“Most of the change we think we see in life is due to truths being in and out of favor,” Robert Frost once wrote.
The various truths we cling to are more fickle than ever in the modern NBA, where only part of the action takes place on the court. Rivalries were once hashed out in person. The new battleground is everyone’s favorite social medium: Twitter. One notable recent incident has been the historical examination of one of Los Angeles Lakers’ legend Kobe Bryant’s quintessential moments. On March 7, 2010, Kobe was guarding Matt Barnes of the Sacramento Kings on the inbound pass. Rather than throw it in, Barnes appears to fake a chest pass directly into Kobe’s face. This clip confirmed everything the world knew already about Kobe: he was an unstoppable force.

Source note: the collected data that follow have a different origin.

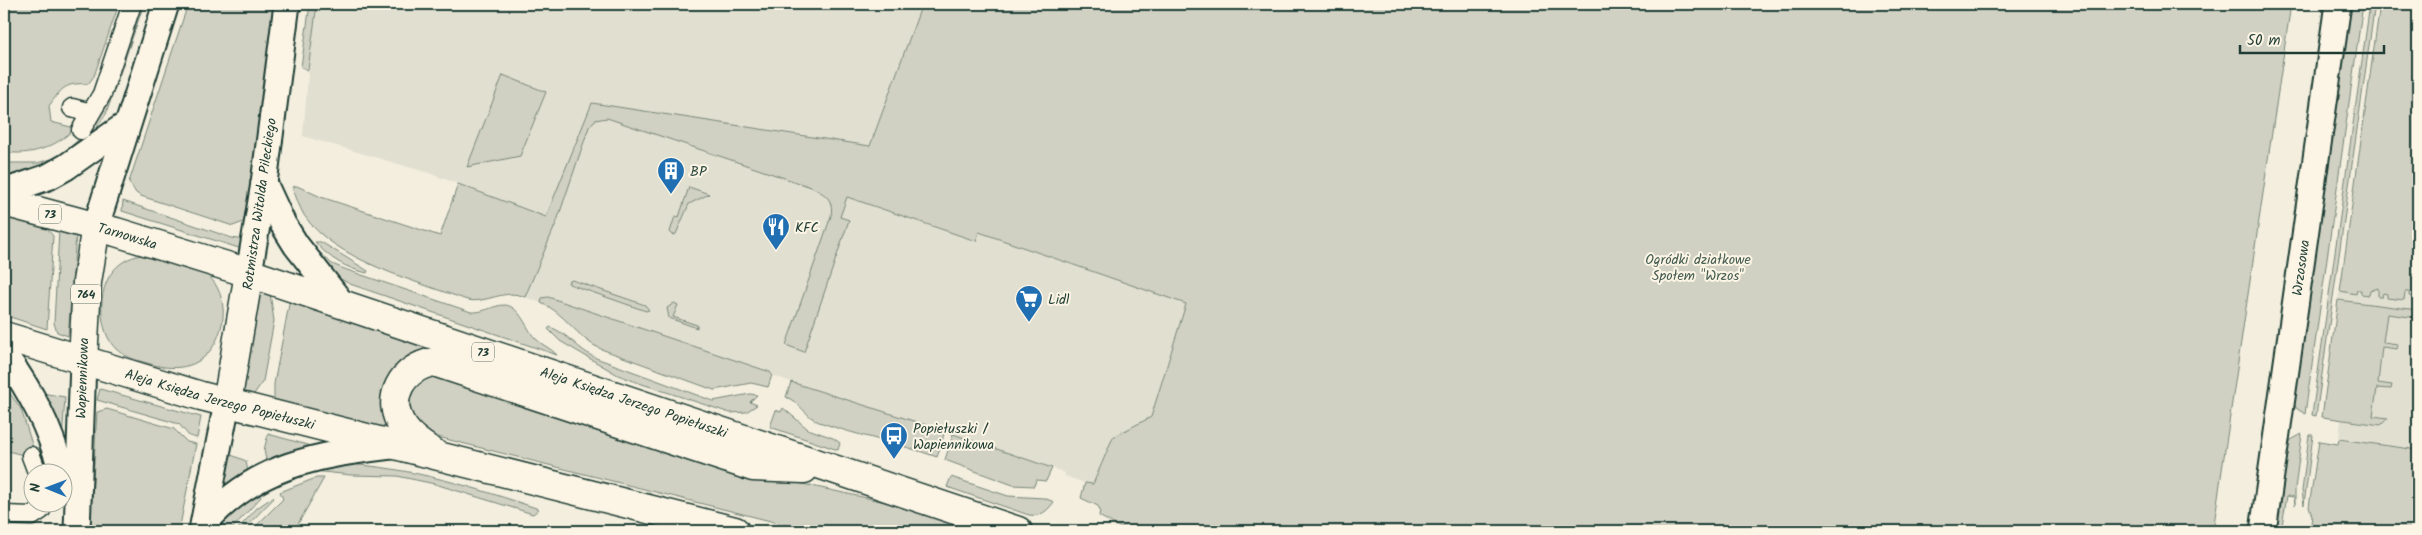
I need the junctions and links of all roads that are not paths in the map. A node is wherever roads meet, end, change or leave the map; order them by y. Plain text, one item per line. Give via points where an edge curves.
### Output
1 (132, 4) edge
2 (166, 4) edge
3 (287, 4) edge
4 (2338, 4) edge
5 (72, 108) dead end
6 (91, 113) junction
7 (127, 124) junction
8 (81, 130) dead end
9 (264, 183) junction
10 (4, 192) edge
11 (4, 202) edge
12 (96, 226) junction
13 (249, 273) junction
14 (343, 305) junction
15 (4, 336) edge
16 (4, 354) edge
17 (83, 362) junction
18 (227, 403) junction
19 (391, 446) junction
20 (31, 456) dead end
21 (440, 458) junction
22 (33, 462) edge
23 (58, 462) edge
24 (833, 469) junction
25 (38, 512) edge
26 (71, 512) edge
27 (4, 515) edge
28 (203, 528) edge
29 (76, 531) edge
30 (735, 531) edge
31 (1018, 531) edge
32 (2263, 531) edge

1 - 6 street via 102,94
2 - 7 main road, 764
3 - 9 main road, Rotmistrza Witolda Pileckiego
4 - 32 main road, Wrzosowa
5 - 6 street
6 - 8 street
7 - 10 main road via 48,177
7 - 12 main road, 764
9 - 13 main road, Rotmistrza Witolda Pileckiego
9 - 14 main road via 296,245
11 - 12 main road, Tarnowska / 73
12 - 13 main road, Tarnowska / 73
12 - 17 main road, Wapiennikowa / 764 via 87,282
13 - 14 main road, Aleja Księdza Jerzego Popiełuszki / 73
13 - 18 main road, Rotmistrza Witolda Pileckiego
14 - 24 main road, Aleja Księdza Jerzego Popiełuszki / 73
15 - 17 main road
16 - 23 main road via 29,390
17 - 18 main road, Aleja Księdza Jerzego Popiełuszki
17 - 29 main road, Wapiennikowa
18 - 19 main road, Aleja Księdza Jerzego Popiełuszki
18 - 28 main road
19 - 21 main road, Aleja Księdza Jerzego Popiełuszki
19 - 28 main road via 333,453 263,476 229,498
20 - 22 street
21 - 24 main road via 410,435 399,420 396,408 399,385 405,376 413,368 434,362 752,467
21 - 30 main road, Aleja Księdza Jerzego Popiełuszki
24 - 31 main road, Aleja Księdza Jerzego Popiełuszki / 73
25 - 27 street via 32,516
26 - 29 main road

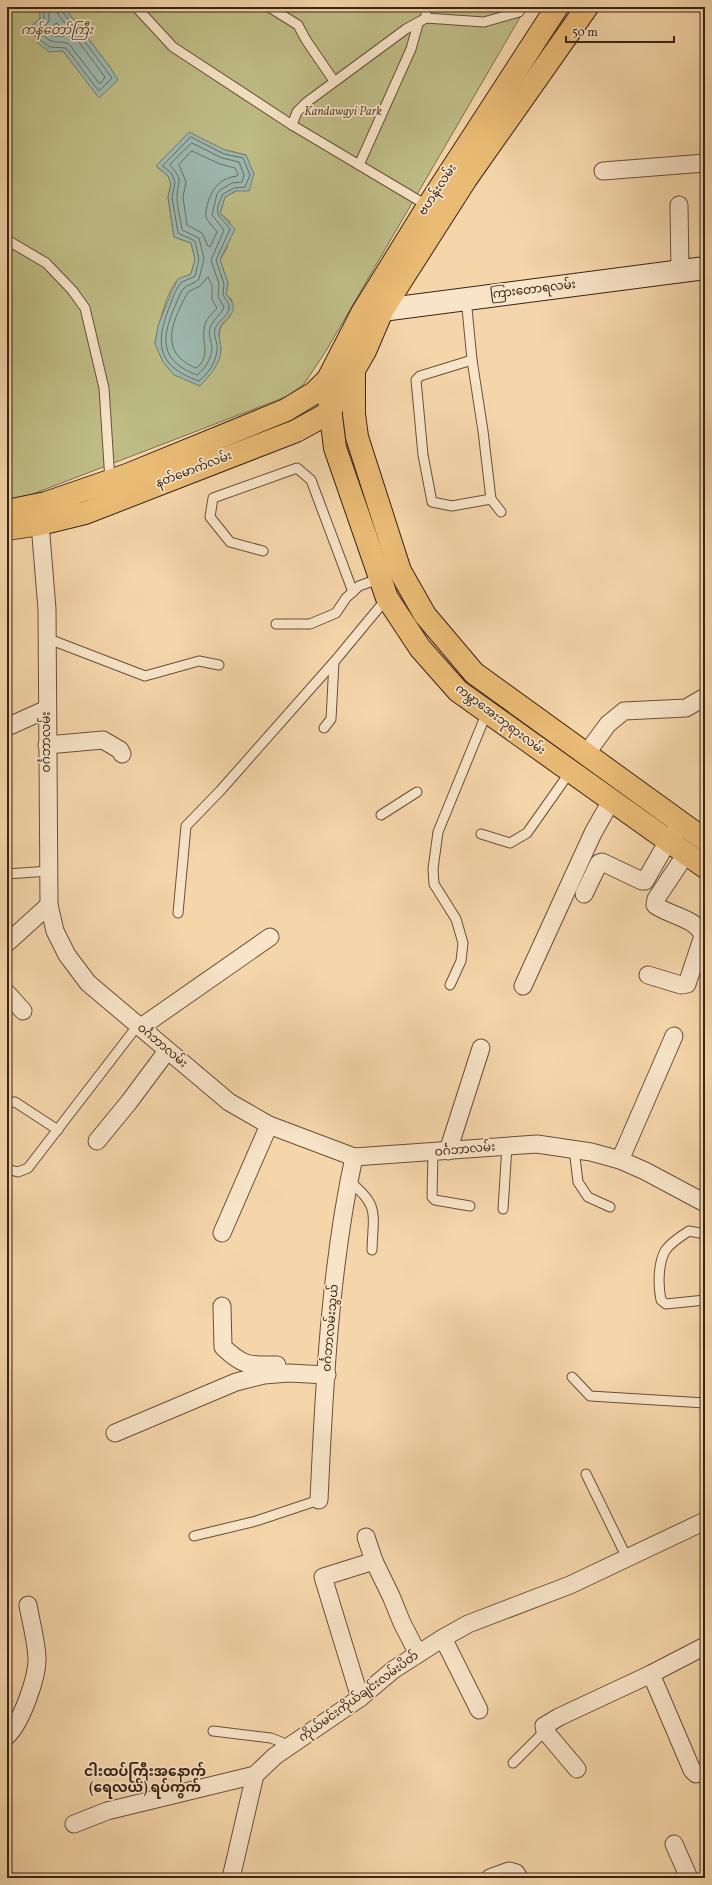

Recently, however, Kobe-truthers have uncovered what might well be considered the Zapruder film of the NBA. A second angle reveals Kobe’s head to be ‘back and to the left’ of Barnes’ fake. This startling finding has placed a large asterisk on one of the defining moments of Bryant’s career. For a player whose career is a sum of myths and legends, moments that bring us back to earth present an existential threat to Kobe’s legacy. USA Today listed this moment as the fifth greatest of Kobe’s career in 2016. What other player can count plays where they don’t even touch the ball among their top 10 (other than Manu Ginóbili swatting that bat out of the air, naturally)? Particularly for Kobe Bryant, who built his entire mystique upon his impenetrable cool, this revelation could rattle even his most ardent supporters.
But then again, who are we kidding, these are the fans that literally drove to Temecula to fight someone who besmirched Kobe’s legacy on Twitter. It’s no surprise then that the new angle, while it has raised doubts about the original footage, has not convinced everyone that Kobe doesn’t really have his legendary composure.
“As far as I know, that s–t went in his face and he didn’t flinch,” said fake-out perpetrator Matt Barnes, per TMZ.
Confusingly, however, Matt Barnes didn’t seem aware that the ball went in Kobe’s face when he actually faked the pass.
“When I did the pass, if you look at me, I’m looking at the play developing, I’m not looking at him. And then I realized how close it got and that he didn’t flinch after the fact,” Barnes said just last month with ESPN.
Matt Barnes’ defense of Kobe points out a fundamental feature of human nature: we are helplessly drawn towards self-mythologization. Even those who serve only as a foil character to greatness still cling to the legend as a cornerstone of their past. If society collectively decided that the ball went directly at Kobe’s face, could we not believe that once again?
Lakers fans, for their part, have been collecting further points of evidence of Bryant’s steely self-command. On the Lakers subreddit, a fan posted a video of the mascot of the Milwaukee Bucks ineffectively attempting to jump and scare Kobe, who pushes the mascot to the side matter-of-factly. Discreditors will point out that Kobe is wearing headphones that could undermine the “jump scare” nature of the prank, but this seems like a minor detail.
More importantly, there are also questions that address whether the new angle even invalidates the impressiveness of the original clip. For one thing, when viewed statically the ball does appear to go to the side of Kobe’s head. In the video clip, however, we can clearly see Kobe swaying back and forth, so that his airspace is much wider than the one still frame of his head. Second, would it really be less impressive if he did not flinch at all as a ball came incredibly close to his face, albeit obliquely? As a lifelong scaredy-cat, I know I would certainly flinch. These combined factors point to the value of the narrative truth of the moment rather than the information that any individual photo can afford us. More important than the facts of the occasion is what this moment told us about Kobe Bryant. In some ways, our collective misinformed memory is still a faithful retelling of Matt Barnes’ fake inbound pass.
Throughout human history, myths have existed to explain the unexplainable, reify rulers and systems, and otherwise bring order and ritual to an uncaring universe. Why then, must we be like petulant children demanding that the magician show us how the trick is done? Why can we not appreciate the poetry of the moment without interrogating its validity? The Lakers are in the Wild West after all, and when the legend becomes fact, print the legend.